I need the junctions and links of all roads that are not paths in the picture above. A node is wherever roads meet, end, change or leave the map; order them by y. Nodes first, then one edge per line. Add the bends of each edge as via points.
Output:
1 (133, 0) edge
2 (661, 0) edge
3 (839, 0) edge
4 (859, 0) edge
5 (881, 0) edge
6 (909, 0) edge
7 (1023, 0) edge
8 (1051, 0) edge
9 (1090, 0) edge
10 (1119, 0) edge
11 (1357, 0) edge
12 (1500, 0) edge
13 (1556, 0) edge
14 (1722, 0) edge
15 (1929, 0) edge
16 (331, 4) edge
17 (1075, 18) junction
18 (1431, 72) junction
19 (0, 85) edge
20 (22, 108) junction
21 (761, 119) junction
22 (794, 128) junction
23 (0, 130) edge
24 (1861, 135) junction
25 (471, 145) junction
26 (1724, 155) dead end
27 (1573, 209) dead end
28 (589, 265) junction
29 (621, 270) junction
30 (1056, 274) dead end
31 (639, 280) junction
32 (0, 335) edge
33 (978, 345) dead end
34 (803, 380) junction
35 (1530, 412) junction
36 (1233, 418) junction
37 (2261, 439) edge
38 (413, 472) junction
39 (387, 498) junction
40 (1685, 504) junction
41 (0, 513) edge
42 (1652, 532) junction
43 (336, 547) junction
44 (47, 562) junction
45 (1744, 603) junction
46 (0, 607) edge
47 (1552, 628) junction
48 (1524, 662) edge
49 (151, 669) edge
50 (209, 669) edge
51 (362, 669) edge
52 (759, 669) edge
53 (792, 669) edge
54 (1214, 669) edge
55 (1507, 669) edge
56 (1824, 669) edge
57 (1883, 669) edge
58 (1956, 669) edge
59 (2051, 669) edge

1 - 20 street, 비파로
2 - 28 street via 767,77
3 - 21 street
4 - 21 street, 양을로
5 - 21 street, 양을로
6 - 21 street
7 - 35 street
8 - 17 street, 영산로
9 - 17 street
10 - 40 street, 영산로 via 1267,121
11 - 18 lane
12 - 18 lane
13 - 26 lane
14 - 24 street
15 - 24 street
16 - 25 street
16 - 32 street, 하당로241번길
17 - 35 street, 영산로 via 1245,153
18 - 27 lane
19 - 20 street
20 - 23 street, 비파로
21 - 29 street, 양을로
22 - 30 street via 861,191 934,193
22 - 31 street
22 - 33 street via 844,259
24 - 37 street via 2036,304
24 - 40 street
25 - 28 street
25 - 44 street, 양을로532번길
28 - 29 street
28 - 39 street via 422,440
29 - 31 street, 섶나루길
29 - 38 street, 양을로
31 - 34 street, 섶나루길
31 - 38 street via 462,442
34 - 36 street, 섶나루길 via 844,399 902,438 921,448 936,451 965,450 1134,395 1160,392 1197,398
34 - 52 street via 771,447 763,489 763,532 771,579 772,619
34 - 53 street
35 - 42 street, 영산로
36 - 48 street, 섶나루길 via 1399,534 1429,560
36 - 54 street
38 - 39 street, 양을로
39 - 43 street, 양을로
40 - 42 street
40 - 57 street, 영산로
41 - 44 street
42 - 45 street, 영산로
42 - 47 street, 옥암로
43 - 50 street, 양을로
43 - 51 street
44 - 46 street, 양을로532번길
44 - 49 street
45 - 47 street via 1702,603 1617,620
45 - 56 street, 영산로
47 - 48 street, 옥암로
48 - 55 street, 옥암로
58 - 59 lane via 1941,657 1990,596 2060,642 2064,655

The task =>
Each line above should be reproduced exactly, with nothing omitted.

Answer space =>
I need the junctions and links of all roads that are not paths in the picture above. A node is wherever roads meet, end, change or leave the map; order them by y. Nodes first, then one edge per line. Add the bends of each edge as via points.
Output:
1 (133, 0) edge
2 (661, 0) edge
3 (839, 0) edge
4 (859, 0) edge
5 (881, 0) edge
6 (909, 0) edge
7 (1023, 0) edge
8 (1051, 0) edge
9 (1090, 0) edge
10 (1119, 0) edge
11 (1357, 0) edge
12 (1500, 0) edge
13 (1556, 0) edge
14 (1722, 0) edge
15 (1929, 0) edge
16 (331, 4) edge
17 (1075, 18) junction
18 (1431, 72) junction
19 (0, 85) edge
20 (22, 108) junction
21 (761, 119) junction
22 (794, 128) junction
23 (0, 130) edge
24 (1861, 135) junction
25 (471, 145) junction
26 (1724, 155) dead end
27 (1573, 209) dead end
28 (589, 265) junction
29 (621, 270) junction
30 (1056, 274) dead end
31 (639, 280) junction
32 (0, 335) edge
33 (978, 345) dead end
34 (803, 380) junction
35 (1530, 412) junction
36 (1233, 418) junction
37 (2261, 439) edge
38 (413, 472) junction
39 (387, 498) junction
40 (1685, 504) junction
41 (0, 513) edge
42 (1652, 532) junction
43 (336, 547) junction
44 (47, 562) junction
45 (1744, 603) junction
46 (0, 607) edge
47 (1552, 628) junction
48 (1524, 662) edge
49 (151, 669) edge
50 (209, 669) edge
51 (362, 669) edge
52 (759, 669) edge
53 (792, 669) edge
54 (1214, 669) edge
55 (1507, 669) edge
56 (1824, 669) edge
57 (1883, 669) edge
58 (1956, 669) edge
59 (2051, 669) edge

1 - 20 street, 비파로
2 - 28 street via 767,77
3 - 21 street
4 - 21 street, 양을로
5 - 21 street, 양을로
6 - 21 street
7 - 35 street
8 - 17 street, 영산로
9 - 17 street
10 - 40 street, 영산로 via 1267,121
11 - 18 lane
12 - 18 lane
13 - 26 lane
14 - 24 street
15 - 24 street
16 - 25 street
16 - 32 street, 하당로241번길
17 - 35 street, 영산로 via 1245,153
18 - 27 lane
19 - 20 street
20 - 23 street, 비파로
21 - 29 street, 양을로
22 - 30 street via 861,191 934,193
22 - 31 street
22 - 33 street via 844,259
24 - 37 street via 2036,304
24 - 40 street
25 - 28 street
25 - 44 street, 양을로532번길
28 - 29 street
28 - 39 street via 422,440
29 - 31 street, 섶나루길
29 - 38 street, 양을로
31 - 34 street, 섶나루길
31 - 38 street via 462,442
34 - 36 street, 섶나루길 via 844,399 902,438 921,448 936,451 965,450 1134,395 1160,392 1197,398
34 - 52 street via 771,447 763,489 763,532 771,579 772,619
34 - 53 street
35 - 42 street, 영산로
36 - 48 street, 섶나루길 via 1399,534 1429,560
36 - 54 street
38 - 39 street, 양을로
39 - 43 street, 양을로
40 - 42 street
40 - 57 street, 영산로
41 - 44 street
42 - 45 street, 영산로
42 - 47 street, 옥암로
43 - 50 street, 양을로
43 - 51 street
44 - 46 street, 양을로532번길
44 - 49 street
45 - 47 street via 1702,603 1617,620
45 - 56 street, 영산로
47 - 48 street, 옥암로
48 - 55 street, 옥암로
58 - 59 lane via 1941,657 1990,596 2060,642 2064,655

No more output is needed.